**What is required:**
Repeat the data in full. Every line must match.

**Data for the task:**
^^^^^^^^

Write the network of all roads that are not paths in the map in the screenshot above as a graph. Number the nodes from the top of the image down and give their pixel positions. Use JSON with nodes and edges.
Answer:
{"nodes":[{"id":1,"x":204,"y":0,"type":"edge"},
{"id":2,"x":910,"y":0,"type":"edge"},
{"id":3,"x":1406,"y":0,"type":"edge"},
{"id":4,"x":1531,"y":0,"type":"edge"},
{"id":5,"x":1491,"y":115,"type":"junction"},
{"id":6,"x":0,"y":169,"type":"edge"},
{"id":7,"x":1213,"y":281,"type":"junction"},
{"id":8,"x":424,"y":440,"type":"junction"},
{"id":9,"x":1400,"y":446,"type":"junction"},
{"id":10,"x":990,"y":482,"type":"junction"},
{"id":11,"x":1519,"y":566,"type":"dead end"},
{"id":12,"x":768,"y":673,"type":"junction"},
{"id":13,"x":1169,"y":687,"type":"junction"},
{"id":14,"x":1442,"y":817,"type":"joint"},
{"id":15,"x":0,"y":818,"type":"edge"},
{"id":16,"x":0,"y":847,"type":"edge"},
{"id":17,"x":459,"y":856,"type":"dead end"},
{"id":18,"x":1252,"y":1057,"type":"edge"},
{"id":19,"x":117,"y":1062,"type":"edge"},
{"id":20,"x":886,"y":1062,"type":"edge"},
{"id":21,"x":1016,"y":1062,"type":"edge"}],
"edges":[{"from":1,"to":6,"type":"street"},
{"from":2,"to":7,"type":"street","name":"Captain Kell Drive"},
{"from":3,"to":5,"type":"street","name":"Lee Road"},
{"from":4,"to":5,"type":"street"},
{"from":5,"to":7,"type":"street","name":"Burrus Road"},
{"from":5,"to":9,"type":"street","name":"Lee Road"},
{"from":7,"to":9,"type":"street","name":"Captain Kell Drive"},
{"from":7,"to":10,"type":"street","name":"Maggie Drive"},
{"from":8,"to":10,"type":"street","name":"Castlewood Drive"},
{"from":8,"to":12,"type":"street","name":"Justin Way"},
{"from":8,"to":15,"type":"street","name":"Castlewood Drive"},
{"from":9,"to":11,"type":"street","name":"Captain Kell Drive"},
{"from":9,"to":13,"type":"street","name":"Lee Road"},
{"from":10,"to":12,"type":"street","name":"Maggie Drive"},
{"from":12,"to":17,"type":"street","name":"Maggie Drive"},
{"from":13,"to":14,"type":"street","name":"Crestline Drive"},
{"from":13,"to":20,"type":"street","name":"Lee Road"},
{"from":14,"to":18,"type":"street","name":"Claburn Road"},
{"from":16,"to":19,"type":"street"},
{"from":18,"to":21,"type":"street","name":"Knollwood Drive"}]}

^^^^^^^^

**Exercise response:**
Write the network of all roads that are not paths in the map in the screenshot above as a graph. Number the nodes from the top of the image down and give their pixel positions. Use JSON with nodes and edges.
Answer:
{"nodes":[{"id":1,"x":204,"y":0,"type":"edge"},
{"id":2,"x":910,"y":0,"type":"edge"},
{"id":3,"x":1406,"y":0,"type":"edge"},
{"id":4,"x":1531,"y":0,"type":"edge"},
{"id":5,"x":1491,"y":115,"type":"junction"},
{"id":6,"x":0,"y":169,"type":"edge"},
{"id":7,"x":1213,"y":281,"type":"junction"},
{"id":8,"x":424,"y":440,"type":"junction"},
{"id":9,"x":1400,"y":446,"type":"junction"},
{"id":10,"x":990,"y":482,"type":"junction"},
{"id":11,"x":1519,"y":566,"type":"dead end"},
{"id":12,"x":768,"y":673,"type":"junction"},
{"id":13,"x":1169,"y":687,"type":"junction"},
{"id":14,"x":1442,"y":817,"type":"joint"},
{"id":15,"x":0,"y":818,"type":"edge"},
{"id":16,"x":0,"y":847,"type":"edge"},
{"id":17,"x":459,"y":856,"type":"dead end"},
{"id":18,"x":1252,"y":1057,"type":"edge"},
{"id":19,"x":117,"y":1062,"type":"edge"},
{"id":20,"x":886,"y":1062,"type":"edge"},
{"id":21,"x":1016,"y":1062,"type":"edge"}],
"edges":[{"from":1,"to":6,"type":"street"},
{"from":2,"to":7,"type":"street","name":"Captain Kell Drive"},
{"from":3,"to":5,"type":"street","name":"Lee Road"},
{"from":4,"to":5,"type":"street"},
{"from":5,"to":7,"type":"street","name":"Burrus Road"},
{"from":5,"to":9,"type":"street","name":"Lee Road"},
{"from":7,"to":9,"type":"street","name":"Captain Kell Drive"},
{"from":7,"to":10,"type":"street","name":"Maggie Drive"},
{"from":8,"to":10,"type":"street","name":"Castlewood Drive"},
{"from":8,"to":12,"type":"street","name":"Justin Way"},
{"from":8,"to":15,"type":"street","name":"Castlewood Drive"},
{"from":9,"to":11,"type":"street","name":"Captain Kell Drive"},
{"from":9,"to":13,"type":"street","name":"Lee Road"},
{"from":10,"to":12,"type":"street","name":"Maggie Drive"},
{"from":12,"to":17,"type":"street","name":"Maggie Drive"},
{"from":13,"to":14,"type":"street","name":"Crestline Drive"},
{"from":13,"to":20,"type":"street","name":"Lee Road"},
{"from":14,"to":18,"type":"street","name":"Claburn Road"},
{"from":16,"to":19,"type":"street"},
{"from":18,"to":21,"type":"street","name":"Knollwood Drive"}]}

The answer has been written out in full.